Stockton recently filed for bankruptcy, detectives are now investigating the city's 40th homicide, and the police department announced months ago that it will no longer respond to property crimes. The police response over sidewalk chalk did not please a Weston Ranch homeowner who says he's been hounding Stockton police to investigate his home burglary last week.

"They told me I have to fill a report online. I think I said, 'Are you kidding me? Are you serious?" said burglary victim James Feighery.

Feighery's laptops were stolen. So were his two flat-screen TVs, his sister's Jeep, money, and weapons.

"Then I said, 'Well, does a stolen shotgun and a vehicle change the plan?"

It did, but it still took two hours for police to show up to Feighery's home.
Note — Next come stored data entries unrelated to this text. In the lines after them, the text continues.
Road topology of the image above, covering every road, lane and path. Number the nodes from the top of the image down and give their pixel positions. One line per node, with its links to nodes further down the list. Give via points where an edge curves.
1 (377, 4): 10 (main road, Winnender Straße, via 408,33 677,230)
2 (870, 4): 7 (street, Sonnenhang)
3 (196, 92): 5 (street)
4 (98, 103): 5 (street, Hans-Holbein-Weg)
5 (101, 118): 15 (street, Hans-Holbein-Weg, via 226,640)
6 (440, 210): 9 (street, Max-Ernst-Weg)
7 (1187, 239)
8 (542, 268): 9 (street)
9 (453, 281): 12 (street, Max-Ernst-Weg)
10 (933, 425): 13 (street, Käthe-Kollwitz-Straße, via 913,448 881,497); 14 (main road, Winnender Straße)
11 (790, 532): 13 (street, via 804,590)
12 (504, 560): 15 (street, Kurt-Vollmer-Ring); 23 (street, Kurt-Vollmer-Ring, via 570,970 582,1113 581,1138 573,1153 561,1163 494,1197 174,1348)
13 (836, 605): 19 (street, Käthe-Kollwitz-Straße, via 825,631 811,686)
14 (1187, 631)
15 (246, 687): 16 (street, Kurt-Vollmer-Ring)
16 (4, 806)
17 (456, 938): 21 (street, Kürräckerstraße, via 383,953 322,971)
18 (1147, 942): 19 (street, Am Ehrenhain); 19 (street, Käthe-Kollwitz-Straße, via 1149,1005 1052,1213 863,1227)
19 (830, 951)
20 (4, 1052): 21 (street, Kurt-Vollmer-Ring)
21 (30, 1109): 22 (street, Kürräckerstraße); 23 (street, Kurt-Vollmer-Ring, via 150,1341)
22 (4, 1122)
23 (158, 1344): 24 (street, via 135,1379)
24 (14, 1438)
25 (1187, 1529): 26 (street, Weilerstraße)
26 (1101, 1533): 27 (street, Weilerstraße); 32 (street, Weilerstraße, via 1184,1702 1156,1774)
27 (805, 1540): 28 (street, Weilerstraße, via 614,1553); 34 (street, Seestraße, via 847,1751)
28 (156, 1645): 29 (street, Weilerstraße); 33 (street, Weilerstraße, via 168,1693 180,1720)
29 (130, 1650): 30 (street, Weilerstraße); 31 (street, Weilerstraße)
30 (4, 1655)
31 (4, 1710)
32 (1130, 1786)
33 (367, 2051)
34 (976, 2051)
On Monday, Feighery tried to get a copy of the police report, but it was never submitted.

"So, my sister's Jeep went at least three days and was never reported stolen," said Feighery.

Police said their officers are spread thin, and the three police supervisors who came out to city hall handle community service. The three officers wouldn't wouldn't have been on patrol calls anyway.

"We would have to have a patrol officer stationed at the city hall building in order to catch the protestors writing in chalk to issue citations," said Silva. "We do not have the patrol officers available to monitor the Occupy movement 24 hours a day. Our officers are going to call after call after call for violent crimes."

Occupy Stockton protestors said they are using the chalk protests to build a sense of community. City hall said it will continue to address the chalk graffiti when it comes up.

"I'm not surprised, but I am disappointed," said Feighery, who said he doubts Stockton police would come to his home for a sidewalk chalk crime.